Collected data
--- START ---
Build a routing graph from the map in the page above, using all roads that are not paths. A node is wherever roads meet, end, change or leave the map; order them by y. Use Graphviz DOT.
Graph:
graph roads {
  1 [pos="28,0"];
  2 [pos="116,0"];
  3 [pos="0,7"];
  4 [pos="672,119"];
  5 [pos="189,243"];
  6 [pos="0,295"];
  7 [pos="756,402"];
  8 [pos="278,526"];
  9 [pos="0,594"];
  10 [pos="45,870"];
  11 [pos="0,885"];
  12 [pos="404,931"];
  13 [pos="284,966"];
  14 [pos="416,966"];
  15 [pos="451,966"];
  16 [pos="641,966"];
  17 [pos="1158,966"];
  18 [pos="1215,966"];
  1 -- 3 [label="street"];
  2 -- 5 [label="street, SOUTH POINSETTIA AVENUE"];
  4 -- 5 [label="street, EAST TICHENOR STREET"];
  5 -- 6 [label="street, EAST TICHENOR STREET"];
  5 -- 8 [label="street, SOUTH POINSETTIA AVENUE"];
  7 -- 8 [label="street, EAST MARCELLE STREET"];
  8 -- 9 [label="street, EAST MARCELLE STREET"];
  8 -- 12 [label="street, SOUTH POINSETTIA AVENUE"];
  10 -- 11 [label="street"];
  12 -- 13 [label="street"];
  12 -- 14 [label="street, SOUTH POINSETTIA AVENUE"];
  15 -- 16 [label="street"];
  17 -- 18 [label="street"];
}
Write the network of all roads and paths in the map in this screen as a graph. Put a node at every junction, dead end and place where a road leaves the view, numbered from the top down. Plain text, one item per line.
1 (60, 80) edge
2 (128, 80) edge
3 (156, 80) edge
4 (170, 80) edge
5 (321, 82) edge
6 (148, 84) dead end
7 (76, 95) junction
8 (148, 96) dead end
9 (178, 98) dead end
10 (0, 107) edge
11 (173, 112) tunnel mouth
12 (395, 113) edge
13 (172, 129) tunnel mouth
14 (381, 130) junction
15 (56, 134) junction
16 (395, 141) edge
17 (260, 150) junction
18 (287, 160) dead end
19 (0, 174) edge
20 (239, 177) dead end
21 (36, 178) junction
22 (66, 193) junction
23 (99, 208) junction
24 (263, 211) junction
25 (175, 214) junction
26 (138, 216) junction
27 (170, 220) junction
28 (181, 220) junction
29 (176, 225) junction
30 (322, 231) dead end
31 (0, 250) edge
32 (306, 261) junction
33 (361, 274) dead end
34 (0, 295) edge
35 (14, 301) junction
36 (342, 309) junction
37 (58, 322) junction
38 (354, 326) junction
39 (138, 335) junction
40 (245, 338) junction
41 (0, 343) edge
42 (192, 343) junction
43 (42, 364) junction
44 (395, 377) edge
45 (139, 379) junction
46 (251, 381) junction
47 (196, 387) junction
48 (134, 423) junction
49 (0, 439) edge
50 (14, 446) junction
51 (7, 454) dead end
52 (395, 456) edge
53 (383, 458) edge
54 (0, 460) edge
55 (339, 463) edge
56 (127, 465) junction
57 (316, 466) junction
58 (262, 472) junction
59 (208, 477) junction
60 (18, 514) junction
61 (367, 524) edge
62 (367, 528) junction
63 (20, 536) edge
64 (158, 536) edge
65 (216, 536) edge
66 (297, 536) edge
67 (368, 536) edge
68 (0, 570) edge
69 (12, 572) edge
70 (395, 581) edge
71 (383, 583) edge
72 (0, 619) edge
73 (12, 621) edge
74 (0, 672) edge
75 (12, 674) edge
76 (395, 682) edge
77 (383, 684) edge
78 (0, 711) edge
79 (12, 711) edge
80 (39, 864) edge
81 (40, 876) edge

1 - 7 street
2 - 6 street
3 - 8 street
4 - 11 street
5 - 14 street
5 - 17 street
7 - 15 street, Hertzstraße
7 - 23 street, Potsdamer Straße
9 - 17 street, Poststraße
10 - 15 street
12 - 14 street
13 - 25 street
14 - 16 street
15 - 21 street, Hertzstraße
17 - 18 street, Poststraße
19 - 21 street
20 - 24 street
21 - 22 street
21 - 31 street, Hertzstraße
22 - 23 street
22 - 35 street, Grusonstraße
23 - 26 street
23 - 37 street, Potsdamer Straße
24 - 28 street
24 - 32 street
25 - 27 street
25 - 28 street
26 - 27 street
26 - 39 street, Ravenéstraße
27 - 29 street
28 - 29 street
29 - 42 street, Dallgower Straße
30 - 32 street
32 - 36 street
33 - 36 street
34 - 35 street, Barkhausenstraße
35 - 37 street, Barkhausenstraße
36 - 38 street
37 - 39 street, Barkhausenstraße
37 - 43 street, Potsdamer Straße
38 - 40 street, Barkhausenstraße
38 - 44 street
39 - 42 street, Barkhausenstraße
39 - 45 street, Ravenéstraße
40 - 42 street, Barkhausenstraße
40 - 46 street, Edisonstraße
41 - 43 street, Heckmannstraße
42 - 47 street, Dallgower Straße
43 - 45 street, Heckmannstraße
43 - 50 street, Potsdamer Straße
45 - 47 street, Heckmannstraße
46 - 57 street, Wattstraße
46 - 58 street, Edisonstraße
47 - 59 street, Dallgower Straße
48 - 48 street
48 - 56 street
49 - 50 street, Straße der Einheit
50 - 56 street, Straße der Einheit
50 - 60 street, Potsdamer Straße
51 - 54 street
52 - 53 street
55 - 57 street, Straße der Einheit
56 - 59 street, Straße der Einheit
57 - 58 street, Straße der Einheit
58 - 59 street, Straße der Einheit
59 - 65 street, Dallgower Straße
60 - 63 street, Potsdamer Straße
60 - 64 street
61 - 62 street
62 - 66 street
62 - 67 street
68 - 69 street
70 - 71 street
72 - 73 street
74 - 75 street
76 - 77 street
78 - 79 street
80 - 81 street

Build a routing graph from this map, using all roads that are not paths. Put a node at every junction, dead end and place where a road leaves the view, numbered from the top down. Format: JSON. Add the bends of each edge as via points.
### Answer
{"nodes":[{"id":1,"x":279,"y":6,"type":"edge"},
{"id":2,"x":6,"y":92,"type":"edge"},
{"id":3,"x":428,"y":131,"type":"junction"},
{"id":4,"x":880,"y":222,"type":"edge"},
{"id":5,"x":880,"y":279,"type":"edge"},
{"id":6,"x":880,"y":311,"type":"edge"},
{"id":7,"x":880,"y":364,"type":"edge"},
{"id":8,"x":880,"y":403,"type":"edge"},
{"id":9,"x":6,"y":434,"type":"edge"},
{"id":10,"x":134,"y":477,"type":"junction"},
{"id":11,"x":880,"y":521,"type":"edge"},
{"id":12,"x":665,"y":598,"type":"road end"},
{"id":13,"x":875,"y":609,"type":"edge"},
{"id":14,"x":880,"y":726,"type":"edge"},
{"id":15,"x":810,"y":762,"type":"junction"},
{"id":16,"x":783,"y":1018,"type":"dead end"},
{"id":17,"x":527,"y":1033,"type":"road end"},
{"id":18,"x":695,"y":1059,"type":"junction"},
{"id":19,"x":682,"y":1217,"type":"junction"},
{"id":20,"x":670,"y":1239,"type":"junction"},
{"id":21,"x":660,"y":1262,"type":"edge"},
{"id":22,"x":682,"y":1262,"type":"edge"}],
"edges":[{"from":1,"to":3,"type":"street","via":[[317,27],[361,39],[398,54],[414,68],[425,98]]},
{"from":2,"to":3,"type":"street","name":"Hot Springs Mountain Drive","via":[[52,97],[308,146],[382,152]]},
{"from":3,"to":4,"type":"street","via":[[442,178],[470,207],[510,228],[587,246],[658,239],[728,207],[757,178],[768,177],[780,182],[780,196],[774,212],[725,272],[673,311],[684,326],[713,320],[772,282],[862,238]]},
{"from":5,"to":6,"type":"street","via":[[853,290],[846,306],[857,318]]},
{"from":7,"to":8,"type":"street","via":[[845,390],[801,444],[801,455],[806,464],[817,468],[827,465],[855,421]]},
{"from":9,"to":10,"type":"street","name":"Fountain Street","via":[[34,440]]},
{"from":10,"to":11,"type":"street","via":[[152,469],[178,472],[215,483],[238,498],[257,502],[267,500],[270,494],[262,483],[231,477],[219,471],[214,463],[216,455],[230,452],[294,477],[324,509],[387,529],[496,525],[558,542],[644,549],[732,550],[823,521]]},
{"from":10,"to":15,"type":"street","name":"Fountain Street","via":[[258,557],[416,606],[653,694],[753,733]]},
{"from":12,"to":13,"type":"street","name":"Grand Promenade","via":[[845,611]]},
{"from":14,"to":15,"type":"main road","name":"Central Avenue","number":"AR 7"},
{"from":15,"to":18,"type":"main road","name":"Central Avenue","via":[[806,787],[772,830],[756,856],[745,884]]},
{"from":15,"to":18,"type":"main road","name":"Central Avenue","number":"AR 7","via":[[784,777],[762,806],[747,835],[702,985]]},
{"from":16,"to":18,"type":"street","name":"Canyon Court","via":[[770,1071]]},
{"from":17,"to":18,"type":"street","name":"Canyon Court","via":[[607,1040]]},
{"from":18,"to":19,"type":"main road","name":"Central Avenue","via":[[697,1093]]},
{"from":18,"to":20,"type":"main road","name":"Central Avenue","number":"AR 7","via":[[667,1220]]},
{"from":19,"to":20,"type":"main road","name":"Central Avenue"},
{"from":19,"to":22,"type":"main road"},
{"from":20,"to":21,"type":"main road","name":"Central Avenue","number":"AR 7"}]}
--- END ---
Looking at the entries above, count the lines that contain "Canyon" and answer with only the number.

◆ WRITTEN RESPONSE: 2